Finding the optimum seeding density for maximal expansion is useful in both laboratory investigations as well as potential clinical applications as the cell culturing procedure can be less time consuming, decreasing the risk of cell culture contamination, infection or loss of characteristics in cell culture, in addition to making the process more cost effective. These studies show that rapid expansion to reach a sufficient number of cells for clinical applications can be achieved by using lower seeding densities. As numerous papers have found that MSCs from a range of sources all have a faster proliferation rate/population doublings at lower seeding densities, if consistent relationships are found between age of donor and proliferation rate or gender and proliferation rate, then perhaps seeding density can be used to compensate for and be used to speed up expansion of MSCs for clinical application.

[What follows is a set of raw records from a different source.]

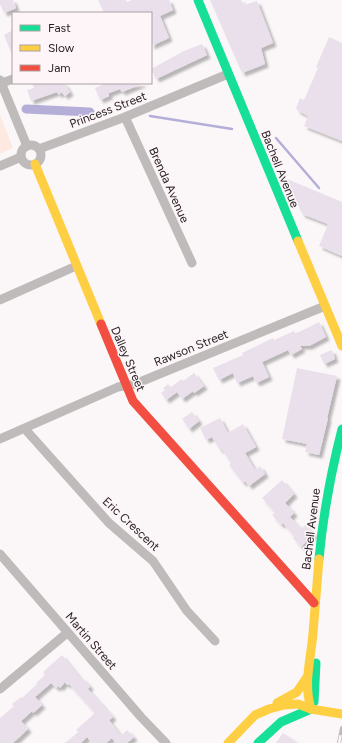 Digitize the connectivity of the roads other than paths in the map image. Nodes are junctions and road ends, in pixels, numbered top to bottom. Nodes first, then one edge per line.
1 (198, 0) edge
2 (228, 74) junction
3 (12, 79) edge
4 (1, 82) edge
5 (126, 117) junction
6 (27, 146) junction
7 (39, 149) junction
8 (21, 157) junction
9 (35, 164) junction
10 (0, 166) edge
11 (192, 263) dead end
12 (76, 266) junction
13 (0, 300) edge
14 (325, 306) junction
15 (342, 346) edge
16 (126, 386) junction
17 (25, 429) junction
18 (342, 429) edge
19 (0, 439) edge
20 (0, 554) edge
21 (314, 603) junction
22 (67, 633) junction
23 (313, 634) junction
24 (215, 641) dead end
25 (307, 677) junction
26 (0, 688) edge
27 (311, 709) junction
28 (260, 713) junction
29 (342, 714) edge
30 (166, 743) edge
31 (228, 743) edge
32 (258, 743) edge

1 - 2 main road, Bachell Avenue
2 - 5 street, Princess Street
2 - 14 main road, Bachell Avenue
3 - 4 street
4 - 6 street
5 - 7 street, Princess Street
5 - 11 street, Brenda Avenue
6 - 7 street
6 - 8 street
7 - 9 street
8 - 9 street
8 - 10 street
9 - 12 main road, Dalley Street
12 - 13 street
12 - 16 main road, Dalley Street
14 - 15 main road, Bachell Avenue
14 - 16 street, Rawson Street
16 - 17 street, Rawson Street
16 - 21 main road, Dalley Street
17 - 19 street, Rawson Street
17 - 24 street, Eric Crescent
18 - 21 main road, Bachell Avenue
20 - 22 street, Martin Street
21 - 23 main road, Bachell Avenue
22 - 26 street
22 - 30 street, Martin Street
23 - 25 main road, Bachell Avenue
23 - 27 main road, Bachell Avenue
25 - 27 main road, Bachell Avenue
25 - 28 main road
27 - 28 main road
27 - 29 main road
27 - 32 main road
28 - 31 main road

This review has looked at how some factors such as age and gender of donor as well as seeding density can affect MSC expansion for clinical application. Whilst studies disagree on the effects of ageing on MSCs, more work should be carried out to explore the effect of age on numerous MSC sources in the hope that a consistent relationship can be found. Identification of relationships will enable cell culturing techniques to be adapted for expansion of MSCs from particular age groups of patients, without increased risk of infection in cell culture by minimising time spent in culture. Gender is also a factor that should be investigated fully, as exposure to different concentrations of hormones may alter properties of MSCs. Research of how age and gender affects MSC proliferation should make sure that apart from the factor being investigated patients are all matched by gender, age, social factors, medical history, and chronic illness to ensure that all results are not due to potential confounders. In comparison, seeding density has shown consistent results over numerous studies as well as for numerous MSC sources. As the relationship between seeding density and proliferation rate of MSCs has been found, once age and gender relationships are also investigated, seeding density could perhaps be used to compensate for the effect of patient factors to result in rapid expansion of MSCs.